TASK ITEM:
The expected output is a copy of every line in the records with the string "Hall".

Dataset items:
»»

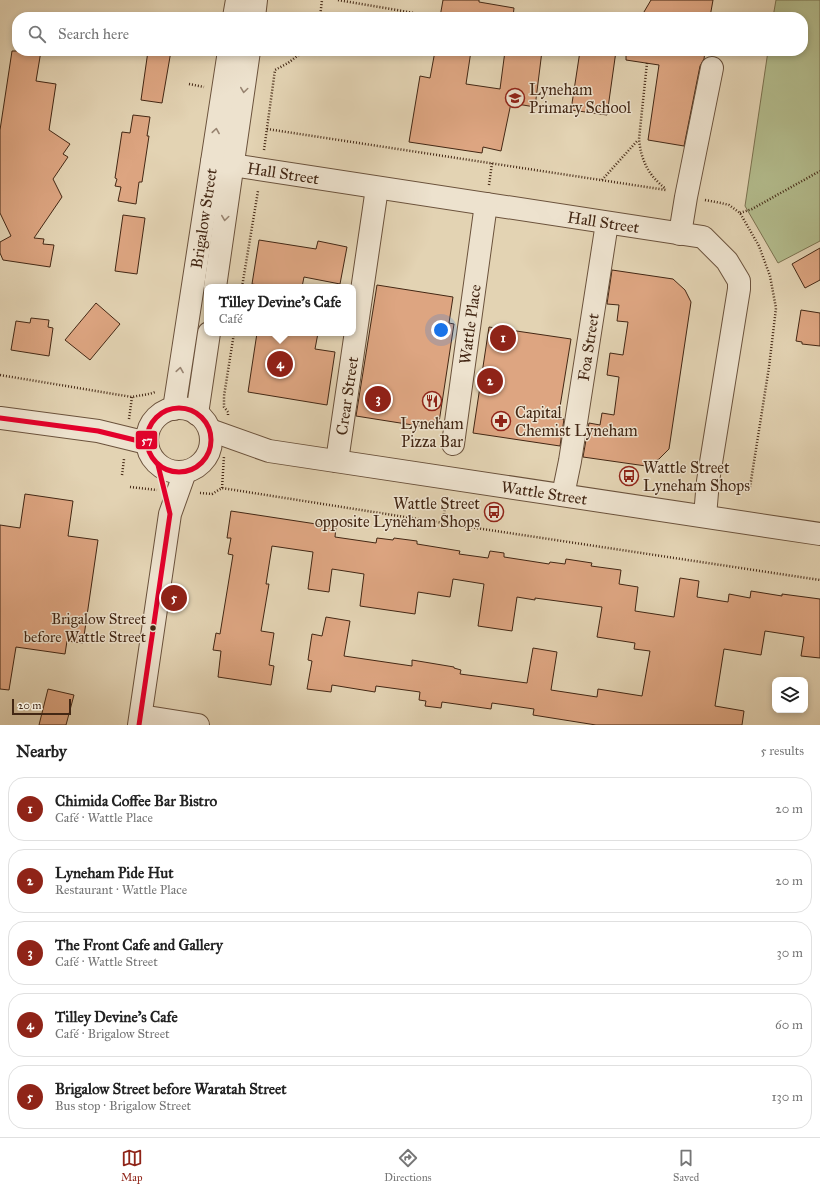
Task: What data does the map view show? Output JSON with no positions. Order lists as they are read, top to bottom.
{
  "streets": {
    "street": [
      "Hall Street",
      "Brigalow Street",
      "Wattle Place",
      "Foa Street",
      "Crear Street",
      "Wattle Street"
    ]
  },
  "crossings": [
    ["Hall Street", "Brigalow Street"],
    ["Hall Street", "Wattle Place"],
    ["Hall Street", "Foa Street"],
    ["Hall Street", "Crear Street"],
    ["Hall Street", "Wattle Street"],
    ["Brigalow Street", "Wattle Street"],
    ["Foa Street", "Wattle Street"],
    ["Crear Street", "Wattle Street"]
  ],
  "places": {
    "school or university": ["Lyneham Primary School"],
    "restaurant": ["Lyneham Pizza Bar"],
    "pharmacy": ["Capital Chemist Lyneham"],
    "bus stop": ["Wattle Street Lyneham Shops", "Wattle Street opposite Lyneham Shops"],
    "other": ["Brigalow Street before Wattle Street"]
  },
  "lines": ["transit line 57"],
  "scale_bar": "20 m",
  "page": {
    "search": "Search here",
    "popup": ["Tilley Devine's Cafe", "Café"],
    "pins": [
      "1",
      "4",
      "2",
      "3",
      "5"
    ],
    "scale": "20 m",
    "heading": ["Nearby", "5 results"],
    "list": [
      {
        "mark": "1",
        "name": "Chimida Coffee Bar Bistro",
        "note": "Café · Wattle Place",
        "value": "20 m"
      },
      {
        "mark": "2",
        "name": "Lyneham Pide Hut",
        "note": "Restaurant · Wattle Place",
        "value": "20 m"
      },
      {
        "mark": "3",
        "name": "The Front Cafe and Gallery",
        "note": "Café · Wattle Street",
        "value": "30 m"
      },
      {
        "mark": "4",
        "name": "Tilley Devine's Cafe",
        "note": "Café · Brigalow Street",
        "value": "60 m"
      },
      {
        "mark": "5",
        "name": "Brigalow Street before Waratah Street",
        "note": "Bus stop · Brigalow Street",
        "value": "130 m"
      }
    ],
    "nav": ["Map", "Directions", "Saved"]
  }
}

««

EXERCISE ANSWER:
      "Hall Street",
    ["Hall Street", "Brigalow Street"],
    ["Hall Street", "Wattle Place"],
    ["Hall Street", "Foa Street"],
    ["Hall Street", "Crear Street"],
    ["Hall Street", "Wattle Street"],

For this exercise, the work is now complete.